The families of the community of Las Batatas are coming up for air following a long period of doubt and pessimism where they could hardly imagine we'd ever find the resources to build the water system. For a while there, I actually felt like they must see me as yet another corrupt politician, filling their heads with empty promises..."Vote Amy, #1 Gringa...segurara tu vaso de agua nunca se seca" (vote for Amy as number one Gringa...ensure your water glass never goes dry). However now with the money from the PCPP as well as support from the Comite de Yasiqueros, a group of Dominican families living in New York, I see a renewed enthusiasm among my Batatas neighbors.

We are ready to pick up the shovels and dig in!

Thursday, January 28, 2010

The quest for Los Hobos...



Two hours scrambling up mud-slopped roads through a blur of raindrops.

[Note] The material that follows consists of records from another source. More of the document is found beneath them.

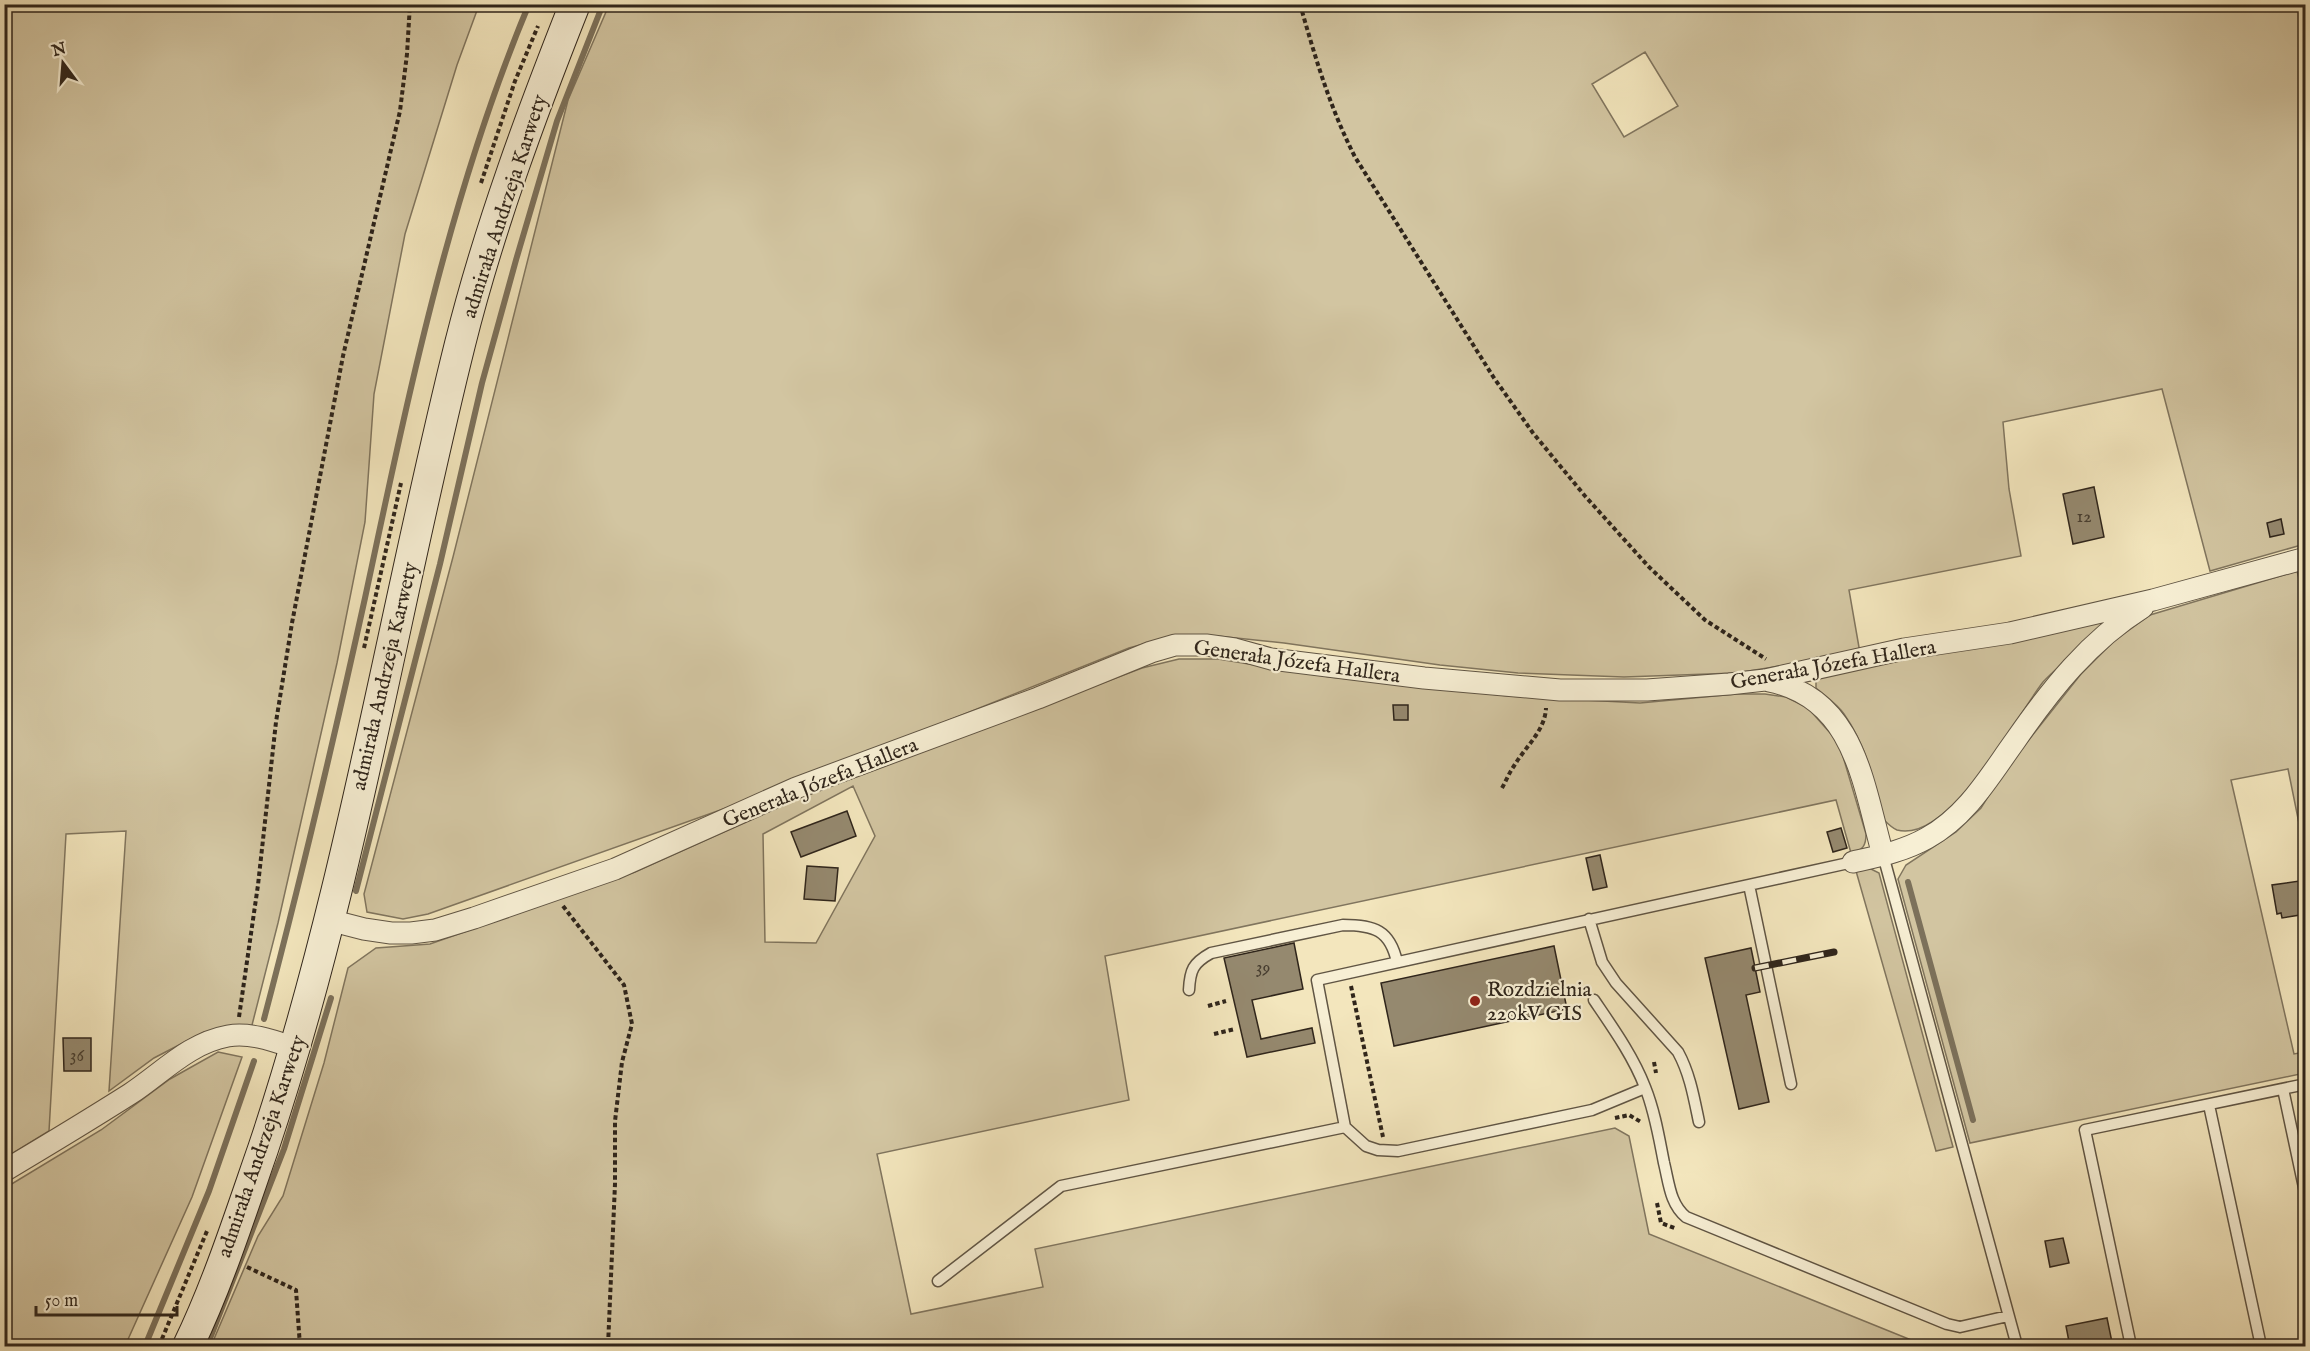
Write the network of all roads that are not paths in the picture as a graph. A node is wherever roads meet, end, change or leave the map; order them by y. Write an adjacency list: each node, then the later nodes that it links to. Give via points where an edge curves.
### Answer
1 (576, 4): 9 (main road, admirała Andrzeja Karwety, via 541,91 476,284)
2 (2306, 558): 3 (street, Generała Józefa Hallera)
3 (2153, 600): 4 (street, Generała Józefa Hallera, via 2010,633 1904,650); 5 (street, via 2120,621 2082,655 2041,704 1971,802 1950,822 1907,848)
4 (1765, 680): 5 (street, via 1802,691 1837,722 1851,745); 9 (street, Generała Józefa Hallera, via 1647,690 1546,689 1324,666 1206,645 1175,645 796,788 615,869 435,930 391,933)
5 (1883, 855): 6 (street); 24 (lane)
6 (1853, 862): 7 (lane)
7 (1749, 885): 8 (lane); 14 (lane)
8 (1589, 919): 10 (lane); 19 (lane, via 1602,962 1684,1063)
9 (329, 920): 13 (main road, admirała Andrzeja Karwety)
10 (1397, 962): 11 (lane, via 1394,947 1384,933 1364,925 1343,925 1211,953 1198,961 1190,975); 20 (lane, via 1317,980)
11 (1189, 990)
12 (1594, 1000): 16 (lane)
13 (295, 1048): 21 (street, via 251,1036 204,1042); 25 (main road, admirała Andrzeja Karwety, via 241,1214)
14 (1791, 1084)
15 (2306, 1084): 17 (lane)
16 (1646, 1088): 20 (lane, via 1592,1110 1398,1151 1366,1146); 24 (lane, via 1672,1197 1686,1217 1947,1324 1960,1327)
17 (2283, 1089): 18 (lane); 22 (lane)
18 (2209, 1105): 27 (lane, via 2085,1130); 28 (lane)
19 (1699, 1122)
20 (1345, 1126): 23 (lane, via 1061,1186)
21 (4, 1172)
22 (2306, 1197)
23 (938, 1281)
24 (2008, 1316): 26 (lane)
25 (188, 1347)
26 (2017, 1347)
27 (2131, 1347)
28 (2261, 1347)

A Dominican version of a blizzard.



And as always, when the trucks can´t make it, there are always the donkeys and foot soldiers (us) to lug all the clinic´s medical supplies up the mountain...

***
-a memory of just one of many a journey in the course of a Medical Mission executed by the Partners´for Rural Health in the Dominican Republic. This January, I jumped on board the traveling clinic for a week, translating for the nursing students and healthcare providers as they treated people in communities lacking easy access to quality medical services.


At Last! we arrive at the temple in the clouds...

We set up a day clinic in the church, working quickly from eleven to three, which leaves us just enough time to pack up and trek the two hours back to the base of the mountain, escaping the village before dark.